3. RAK Research and Innovation Center, American University of Ras Al Khaimah, P.O. Box 10021,Ras Al Khaimah, United Arab Emirates;

4. Department of Electrical Engineering, Bahria University, Islamabad, Pakistan;

5. Mechanical Engineering Department, Babol Noshirvani University of Technology, Babol, Iran

Central South University Press and Springer-Verlag GmbH Germany, part of Springer Nature 2019

Abstract: This study presents the effect of non-uniform heat source on the magneto-hydrodynamic flow of nanofluid across an expanding plate with consideration of the homogeneous-heterogeneous reactions and thermal radiation effects. A nanofluid’s dynamic viscosity and effective thermal conductivity are specified with Corcione correlation.According to this correlation, the thermal conductivity is carried out by the Brownian motion. Similarity transformations reduce the governing equations concerned with energy, momentum, and concentration of nanofluid and then numerically solved.

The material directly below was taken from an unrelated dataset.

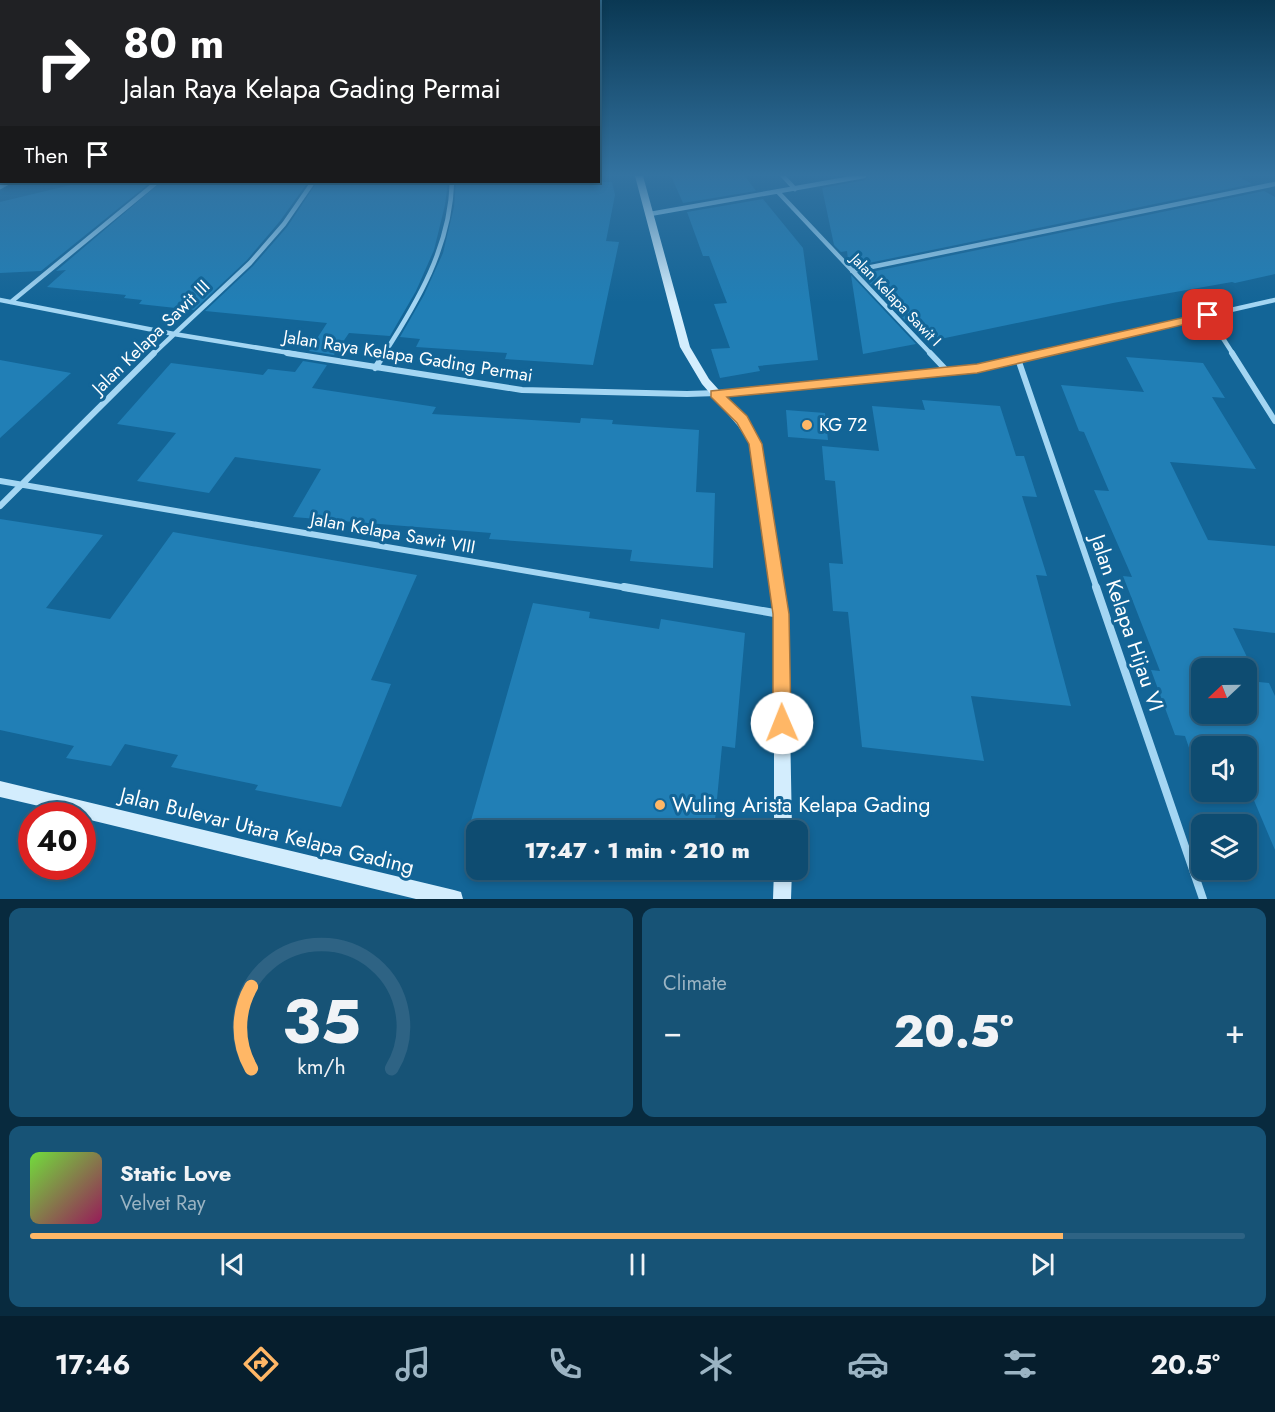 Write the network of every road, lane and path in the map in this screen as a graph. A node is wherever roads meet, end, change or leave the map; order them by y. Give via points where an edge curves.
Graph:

The influences of the effective parameters, e.g., the internal heat source parameters, the volume fraction of nanofluid, the radiation parameter, the homogeneous reaction parameter, the magnetic parameter, the heterogeneous parameter and the Schmidt number are studied on the heat and flow transfer features. Further, regarding the effective parameters of the present work, the correlation for the Nusselt number has been developed. The outcomes illustrate that with the raising of the heterogeneous parameter and the homogeneous reaction parameter, the concentration profile diminishes. In addition, the outcomes point to a reverse relationship between the Nusselt number and the internal heat source parameters.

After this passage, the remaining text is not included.